• What to do: Repeat every record below exactly, omitting any pictures.
##### Dataset content
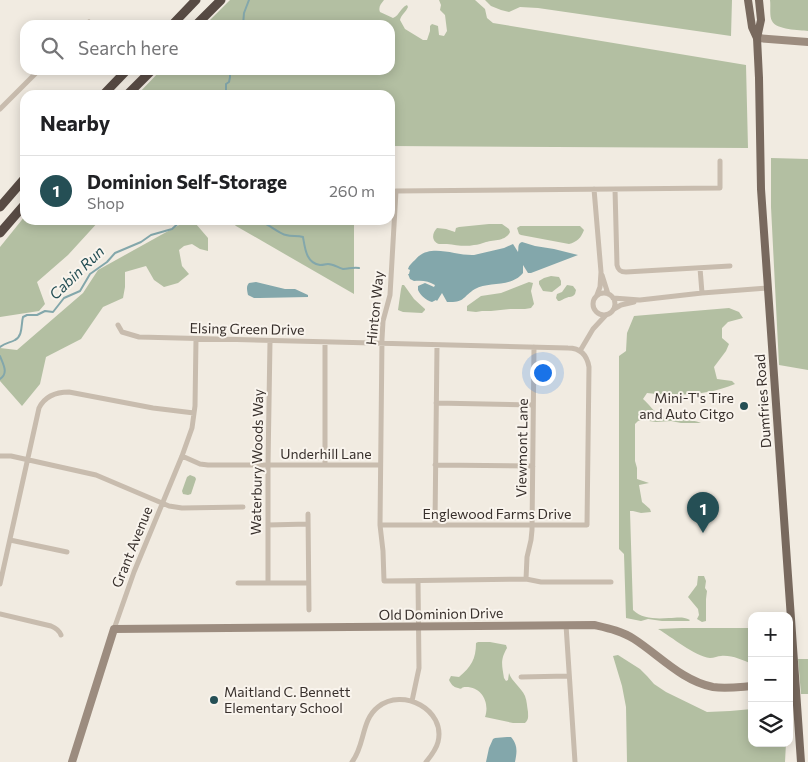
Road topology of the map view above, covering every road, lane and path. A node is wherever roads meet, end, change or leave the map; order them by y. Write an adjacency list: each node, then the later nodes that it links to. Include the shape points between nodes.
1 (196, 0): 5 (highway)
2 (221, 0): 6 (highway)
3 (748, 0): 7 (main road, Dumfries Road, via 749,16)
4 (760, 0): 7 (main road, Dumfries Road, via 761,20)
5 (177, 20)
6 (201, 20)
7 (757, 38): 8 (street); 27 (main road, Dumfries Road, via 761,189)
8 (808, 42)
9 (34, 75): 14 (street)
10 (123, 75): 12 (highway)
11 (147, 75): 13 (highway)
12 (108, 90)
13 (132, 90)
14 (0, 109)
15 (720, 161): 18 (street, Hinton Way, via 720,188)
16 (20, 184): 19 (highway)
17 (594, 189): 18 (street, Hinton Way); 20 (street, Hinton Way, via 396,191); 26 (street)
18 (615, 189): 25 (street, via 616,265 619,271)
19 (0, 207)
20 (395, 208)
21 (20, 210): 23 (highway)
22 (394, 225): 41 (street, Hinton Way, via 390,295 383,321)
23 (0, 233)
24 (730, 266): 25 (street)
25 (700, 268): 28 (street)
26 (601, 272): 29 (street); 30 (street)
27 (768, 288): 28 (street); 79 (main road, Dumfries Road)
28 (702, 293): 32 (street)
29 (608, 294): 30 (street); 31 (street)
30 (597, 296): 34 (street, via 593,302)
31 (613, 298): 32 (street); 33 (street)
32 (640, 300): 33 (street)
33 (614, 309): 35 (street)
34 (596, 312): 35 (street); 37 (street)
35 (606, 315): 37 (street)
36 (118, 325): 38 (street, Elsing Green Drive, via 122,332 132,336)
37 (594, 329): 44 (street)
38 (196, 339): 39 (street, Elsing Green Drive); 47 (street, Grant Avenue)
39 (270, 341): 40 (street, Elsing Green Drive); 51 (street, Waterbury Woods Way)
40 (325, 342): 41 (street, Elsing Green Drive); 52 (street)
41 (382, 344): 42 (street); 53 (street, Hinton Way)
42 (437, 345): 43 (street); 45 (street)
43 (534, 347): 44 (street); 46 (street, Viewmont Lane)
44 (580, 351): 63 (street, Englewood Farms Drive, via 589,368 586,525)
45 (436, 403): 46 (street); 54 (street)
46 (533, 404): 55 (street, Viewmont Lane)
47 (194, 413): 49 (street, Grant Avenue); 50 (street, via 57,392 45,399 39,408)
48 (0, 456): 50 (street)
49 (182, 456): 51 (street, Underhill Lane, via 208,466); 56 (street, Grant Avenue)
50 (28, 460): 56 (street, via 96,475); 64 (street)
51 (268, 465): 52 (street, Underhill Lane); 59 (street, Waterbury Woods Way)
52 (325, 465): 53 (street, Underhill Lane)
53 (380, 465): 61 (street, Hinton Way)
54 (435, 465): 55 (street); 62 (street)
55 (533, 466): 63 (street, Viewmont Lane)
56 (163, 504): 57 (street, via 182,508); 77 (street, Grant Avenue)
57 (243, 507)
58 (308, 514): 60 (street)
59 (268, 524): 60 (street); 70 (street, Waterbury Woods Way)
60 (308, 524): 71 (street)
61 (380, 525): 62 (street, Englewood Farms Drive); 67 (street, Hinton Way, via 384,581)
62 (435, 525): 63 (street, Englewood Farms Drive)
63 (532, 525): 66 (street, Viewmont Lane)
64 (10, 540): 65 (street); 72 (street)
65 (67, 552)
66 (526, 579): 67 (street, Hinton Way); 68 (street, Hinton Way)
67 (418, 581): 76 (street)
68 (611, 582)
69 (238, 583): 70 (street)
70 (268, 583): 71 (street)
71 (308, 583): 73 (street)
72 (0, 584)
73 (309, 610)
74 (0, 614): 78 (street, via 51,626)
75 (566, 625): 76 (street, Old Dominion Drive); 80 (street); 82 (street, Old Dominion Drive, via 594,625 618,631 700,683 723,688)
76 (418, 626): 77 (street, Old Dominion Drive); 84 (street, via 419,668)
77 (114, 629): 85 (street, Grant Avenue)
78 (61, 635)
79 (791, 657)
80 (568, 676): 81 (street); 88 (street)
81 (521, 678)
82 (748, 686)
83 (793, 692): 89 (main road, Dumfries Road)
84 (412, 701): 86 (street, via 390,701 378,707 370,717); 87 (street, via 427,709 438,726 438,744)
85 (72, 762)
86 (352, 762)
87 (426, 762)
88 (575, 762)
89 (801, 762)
##########
• The completed task:
Road topology of the map view above, covering every road, lane and path. A node is wherever roads meet, end, change or leave the map; order them by y. Write an adjacency list: each node, then the later nodes that it links to. Include the shape points between nodes.
1 (196, 0): 5 (highway)
2 (221, 0): 6 (highway)
3 (748, 0): 7 (main road, Dumfries Road, via 749,16)
4 (760, 0): 7 (main road, Dumfries Road, via 761,20)
5 (177, 20)
6 (201, 20)
7 (757, 38): 8 (street); 27 (main road, Dumfries Road, via 761,189)
8 (808, 42)
9 (34, 75): 14 (street)
10 (123, 75): 12 (highway)
11 (147, 75): 13 (highway)
12 (108, 90)
13 (132, 90)
14 (0, 109)
15 (720, 161): 18 (street, Hinton Way, via 720,188)
16 (20, 184): 19 (highway)
17 (594, 189): 18 (street, Hinton Way); 20 (street, Hinton Way, via 396,191); 26 (street)
18 (615, 189): 25 (street, via 616,265 619,271)
19 (0, 207)
20 (395, 208)
21 (20, 210): 23 (highway)
22 (394, 225): 41 (street, Hinton Way, via 390,295 383,321)
23 (0, 233)
24 (730, 266): 25 (street)
25 (700, 268): 28 (street)
26 (601, 272): 29 (street); 30 (street)
27 (768, 288): 28 (street); 79 (main road, Dumfries Road)
28 (702, 293): 32 (street)
29 (608, 294): 30 (street); 31 (street)
30 (597, 296): 34 (street, via 593,302)
31 (613, 298): 32 (street); 33 (street)
32 (640, 300): 33 (street)
33 (614, 309): 35 (street)
34 (596, 312): 35 (street); 37 (street)
35 (606, 315): 37 (street)
36 (118, 325): 38 (street, Elsing Green Drive, via 122,332 132,336)
37 (594, 329): 44 (street)
38 (196, 339): 39 (street, Elsing Green Drive); 47 (street, Grant Avenue)
39 (270, 341): 40 (street, Elsing Green Drive); 51 (street, Waterbury Woods Way)
40 (325, 342): 41 (street, Elsing Green Drive); 52 (street)
41 (382, 344): 42 (street); 53 (street, Hinton Way)
42 (437, 345): 43 (street); 45 (street)
43 (534, 347): 44 (street); 46 (street, Viewmont Lane)
44 (580, 351): 63 (street, Englewood Farms Drive, via 589,368 586,525)
45 (436, 403): 46 (street); 54 (street)
46 (533, 404): 55 (street, Viewmont Lane)
47 (194, 413): 49 (street, Grant Avenue); 50 (street, via 57,392 45,399 39,408)
48 (0, 456): 50 (street)
49 (182, 456): 51 (street, Underhill Lane, via 208,466); 56 (street, Grant Avenue)
50 (28, 460): 56 (street, via 96,475); 64 (street)
51 (268, 465): 52 (street, Underhill Lane); 59 (street, Waterbury Woods Way)
52 (325, 465): 53 (street, Underhill Lane)
53 (380, 465): 61 (street, Hinton Way)
54 (435, 465): 55 (street); 62 (street)
55 (533, 466): 63 (street, Viewmont Lane)
56 (163, 504): 57 (street, via 182,508); 77 (street, Grant Avenue)
57 (243, 507)
58 (308, 514): 60 (street)
59 (268, 524): 60 (street); 70 (street, Waterbury Woods Way)
60 (308, 524): 71 (street)
61 (380, 525): 62 (street, Englewood Farms Drive); 67 (street, Hinton Way, via 384,581)
62 (435, 525): 63 (street, Englewood Farms Drive)
63 (532, 525): 66 (street, Viewmont Lane)
64 (10, 540): 65 (street); 72 (street)
65 (67, 552)
66 (526, 579): 67 (street, Hinton Way); 68 (street, Hinton Way)
67 (418, 581): 76 (street)
68 (611, 582)
69 (238, 583): 70 (street)
70 (268, 583): 71 (street)
71 (308, 583): 73 (street)
72 (0, 584)
73 (309, 610)
74 (0, 614): 78 (street, via 51,626)
75 (566, 625): 76 (street, Old Dominion Drive); 80 (street); 82 (street, Old Dominion Drive, via 594,625 618,631 700,683 723,688)
76 (418, 626): 77 (street, Old Dominion Drive); 84 (street, via 419,668)
77 (114, 629): 85 (street, Grant Avenue)
78 (61, 635)
79 (791, 657)
80 (568, 676): 81 (street); 88 (street)
81 (521, 678)
82 (748, 686)
83 (793, 692): 89 (main road, Dumfries Road)
84 (412, 701): 86 (street, via 390,701 378,707 370,717); 87 (street, via 427,709 438,726 438,744)
85 (72, 762)
86 (352, 762)
87 (426, 762)
88 (575, 762)
89 (801, 762)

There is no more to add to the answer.